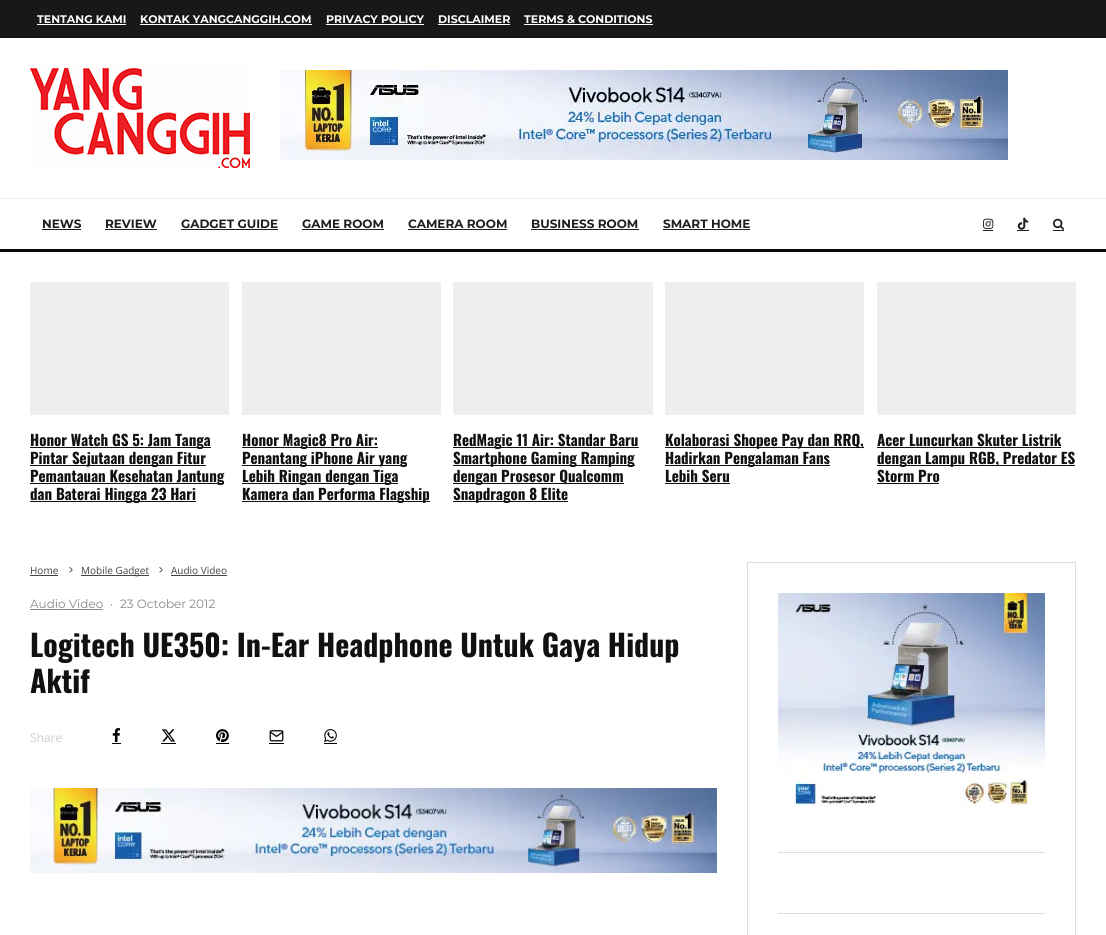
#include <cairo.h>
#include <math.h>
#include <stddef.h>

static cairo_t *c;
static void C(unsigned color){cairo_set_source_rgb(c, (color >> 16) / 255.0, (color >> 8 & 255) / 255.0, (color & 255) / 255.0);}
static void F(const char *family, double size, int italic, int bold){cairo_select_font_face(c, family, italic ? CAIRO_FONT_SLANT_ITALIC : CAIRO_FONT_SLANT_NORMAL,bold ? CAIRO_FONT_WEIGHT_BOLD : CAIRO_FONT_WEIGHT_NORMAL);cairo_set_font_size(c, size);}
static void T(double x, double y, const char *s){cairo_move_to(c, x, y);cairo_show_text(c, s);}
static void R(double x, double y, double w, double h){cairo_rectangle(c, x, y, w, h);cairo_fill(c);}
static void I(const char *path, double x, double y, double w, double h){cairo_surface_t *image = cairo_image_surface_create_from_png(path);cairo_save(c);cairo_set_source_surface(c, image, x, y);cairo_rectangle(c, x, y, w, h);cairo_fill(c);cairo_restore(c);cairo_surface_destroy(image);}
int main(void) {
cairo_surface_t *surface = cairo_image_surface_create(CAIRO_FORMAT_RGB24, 1106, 935);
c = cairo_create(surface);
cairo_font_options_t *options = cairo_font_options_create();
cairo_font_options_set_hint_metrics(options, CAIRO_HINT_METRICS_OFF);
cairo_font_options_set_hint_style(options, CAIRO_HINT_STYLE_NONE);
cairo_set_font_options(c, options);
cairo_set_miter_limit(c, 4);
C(0xffffff);
cairo_paint(c);
C(0x181818);
R(0,0,1106,38);
F("Montserrat",11,0,1);
C(0xffffff);
T(37,23,"TENTANG KAMI");
R(37,24,89,1);
T(140,23,"KONTAK YANGCANGGIH.COM");
R(140,24,172,1);
T(326,23,"PRIVACY POLICY");
R(326,24,98,1);
T(438,23,"DISCLAIMER");
R(438,24,72,1);
T(524,23,"TERMS & CONDITIONS");
R(524,24,129,1);
I("1.png",30,68,220,100);
I("2.png",280,70,728,90);
C(0xeeeeee);
R(0,198,1106,1);
C(0x0a0a0a);
R(0,249,1106,3);
F("Montserrat",12,0,1);
C(0x1e1e1e);
T(42,228,"NEWS");
R(42,229,39,1);
T(105,228,"REVIEW");
R(105,229,52,1);
T(181,228,"GADGET GUIDE");
R(181,229,97,1);
T(302,228,"GAME ROOM");
R(302,229,82,1);
T(408,228,"CAMERA ROOM");
R(408,229,99,1);
T(531,228,"BUSINESS ROOM");
R(531,229,108,1);
T(663,228,"SMART HOME");
R(663,229,87,1);
R(983,230,10,1);
I("3.png",983,218,11,11);
R(1017,230,12,1);
I("4.png",1017,217,12,13);
R(1053,230,11,1);
I("5.png",1053,218,12,12);
C(0xeeeeee);
R(30,282,199,133);
C(0x111111);
R(30,447,181,1);
F("Oswald",15,0,1);
T(30,446,"Honor Watch GS 5: Jam Tanga");
R(30,465,176,1);
T(30,464,"Pintar Sejutaan dengan Fitur");
R(30,483,194,1);
T(30,482,"Pemantauan Kesehatan Jantung");
R(30,501,166,1);
T(30,500,"dan Baterai Hingga 23 Hari");
C(0xeeeeee);
R(242,282,199,133);
C(0x111111);
R(242,447,136,1);
T(242,446,"Honor Magic8 Pro Air:");
R(242,465,165,1);
T(242,464,"Penantang iPhone Air yang");
R(242,483,156,1);
T(242,482,"Lebih Ringan dengan Tiga");
R(242,501,188,1);
T(242,500,"Kamera dan Performa Flagship");
C(0xeeeeee);
R(453,282,200,133);
C(0x111111);
R(453,447,186,1);
T(453,446,"RedMagic 11 Air: Standar Baru");
R(453,465,182,1);
T(453,464,"Smartphone Gaming Ramping");
R(453,483,171,1);
T(453,482,"dengan Prosesor Qualcomm");
R(453,501,115,1);
T(453,500,"Snapdragon 8 Elite");
C(0xeeeeee);
R(665,282,199,133);
C(0x111111);
R(665,447,199,1);
T(665,446,"Kolaborasi Shopee Pay dan RRQ,");
R(665,465,165,1);
T(665,464,"Hadirkan Pengalaman Fans");
T(665,482,"Lebih Seru");
R(665,483,65,1);
C(0xeeeeee);
R(877,282,199,133);
C(0x111111);
T(877,446,"Acer Luncurkan Skuter Listrik");
R(877,447,184,1);
R(877,465,198,1);
T(877,464,"dengan Lampu RGB, Predator ES");
T(877,482,"Storm Pro");
R(877,483,62,1);
F("Open Sans",10,0,0);
C(0x444444);
T(30,574,"Home");
R(30,575,28,1);
I("6.png",69,567,4,6);
R(81,575,68,1);
T(81,574,"Mobile Gadget");
I("6.png",159,567,4,6);
T(171,574,"Audio Video");
R(171,575,56,1);
F("Montserrat",12,0,0);
C(0x888888);
T(30,608,"Audio Video");
R(30,609,73,1);
T(110,608,"·");
T(120,608,"23 October 2012");
F("Oswald",30,0,1);
C(0x111111);
T(30,657,"Logitech UE350: In-Ear Headphone Untuk Gaya Hidup");
T(30,693,"Aktif");
F("Open Sans",12,0,0);
C(0xcccccc);
T(30,742,"Share");
I("7.png",112,728,9,14);
C(0x000000);
R(112,743,9,1);
I("8.png",161,729,15,13);
R(161,743,15,1);
I("9.png",216,729,13,13);
R(216,743,13,1);
I("10.png",269,730,15,12);
R(269,743,15,1);
I("11.png",324,729,13,13);
R(324,743,13,1);
I("12.png",30,788,687,85);
cairo_rectangle(c,747.5,562.5,328,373);
C(0xdddddd);
cairo_set_line_width(c,1);
cairo_stroke(c);
R(778,852,267,1);
I("13.png",778,593,267,214);
R(778,913,267,1);
cairo_surface_write_to_png(surface, "o.png");
cairo_font_options_destroy(options);
cairo_destroy(c);
cairo_surface_destroy(surface);
return 0;
}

☆ ☆ ☆ ☆ ☆ ☆ ☆

Task requirements:
From the data above, say how many lines include "char", and write nothing but the number.

Result for this task:
3